Background: Bias of clinical examiners against some types of candidate, based on characteristics such as sex or ethnicity, would represent a threat to the validity of an examination, since sex or ethnicity are 'construct-irrelevant' characteristics. In this paper we report a novel method for assessing sex and ethnic bias in over 2000 examiners who had taken part in the PACES and nPACES (new PACES) examinations of the MRCP(UK).
Method: PACES and nPACES are clinical skills examinations that have two examiners at each station who mark candidates independently. Differences between examiners cannot be due to differences in performance of a candidate because that is the same for the two examiners, and hence may result from bias or unreliability on the part of the examiners. By comparing each examiner against a 'basket' of all of their co-examiners, it is possible to identify examiners whose behaviour is anomalous. The method assessed hawkishness-doveishness, sex bias, ethnic bias and, as a control condition to assess the statistical method, 'even-number bias' (i.e. treating candidates with odd and even exam numbers differently). Significance levels were Bonferroni corrected because of the large number of examiners being considered.
Results: The results of 26 diets of PACES and six diets of nPACES were examined statistically to assess the extent of hawkishness, as well as sex bias and ethnicity bias in individual examiners. The control (odd-number) condition suggested that about 5% of examiners were significant at an (uncorrected) 5% level, and that the method therefore worked as expected. As in a previous study (BMC Medical Education, 2006, 6:42), some examiners were hawkish or doveish relative to their peers. No examiners showed significant sex bias, and only a single examiner showed evidence consistent with ethnic bias. A re-analysis of the data considering only one examiner per station, as would be the case for many clinical examinations, showed that analysis with a single examiner runs a serious risk of false positive identifications probably due to differences in case-mix and content-specificity.

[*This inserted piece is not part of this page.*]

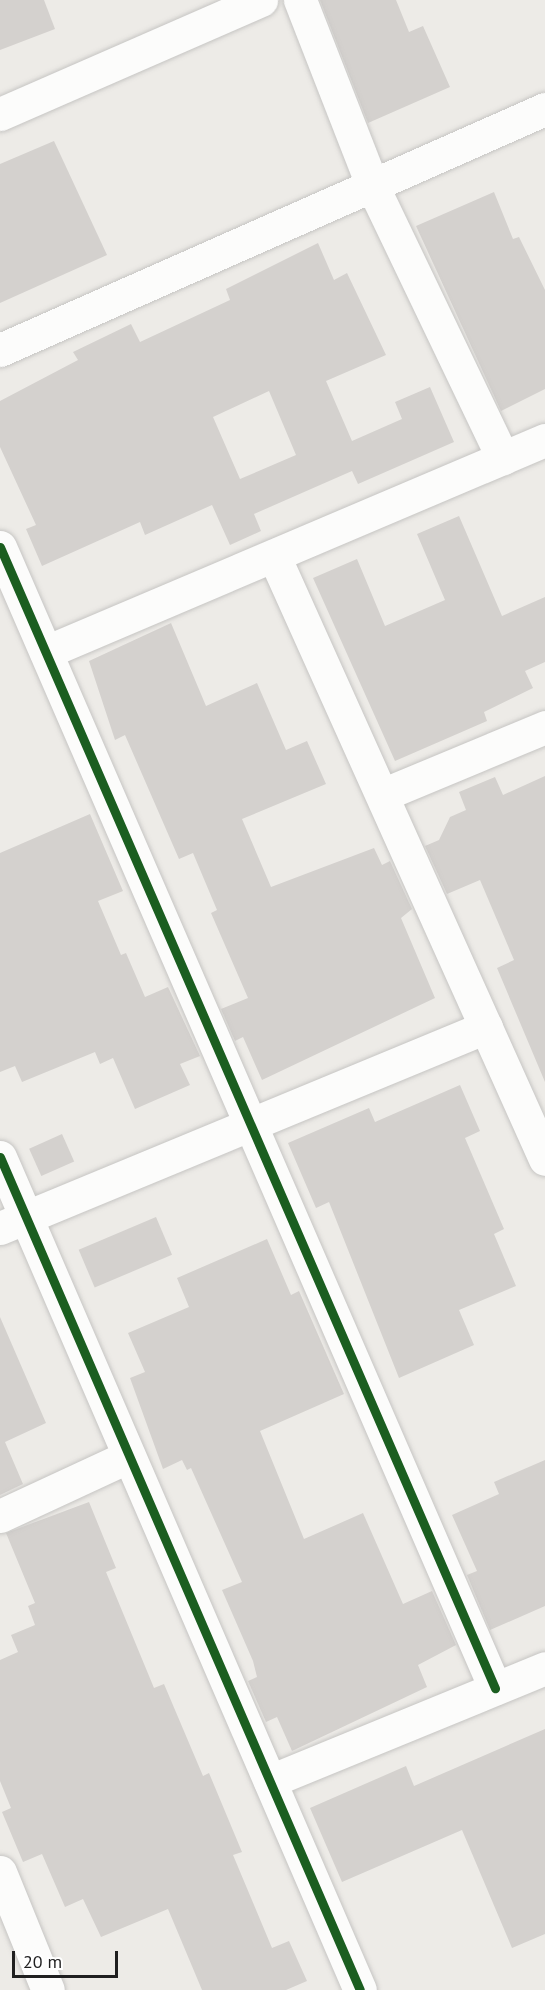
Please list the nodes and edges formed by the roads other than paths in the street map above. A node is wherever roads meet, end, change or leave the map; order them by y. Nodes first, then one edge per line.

Conclusions: In examinations where there are two independent examiners at a station, our method can assess the extent of bias against candidates with particular characteristics. The method would be far less sensitive in examinations with only a single examiner per station as examiner variance would be confounded with candidate performance variance. The method however works well when there is more than one examiner at a station and in the case of the current MRCP(UK) clinical examination, nPACES, found possible sex bias in no examiners and possible ethnic bias in only one.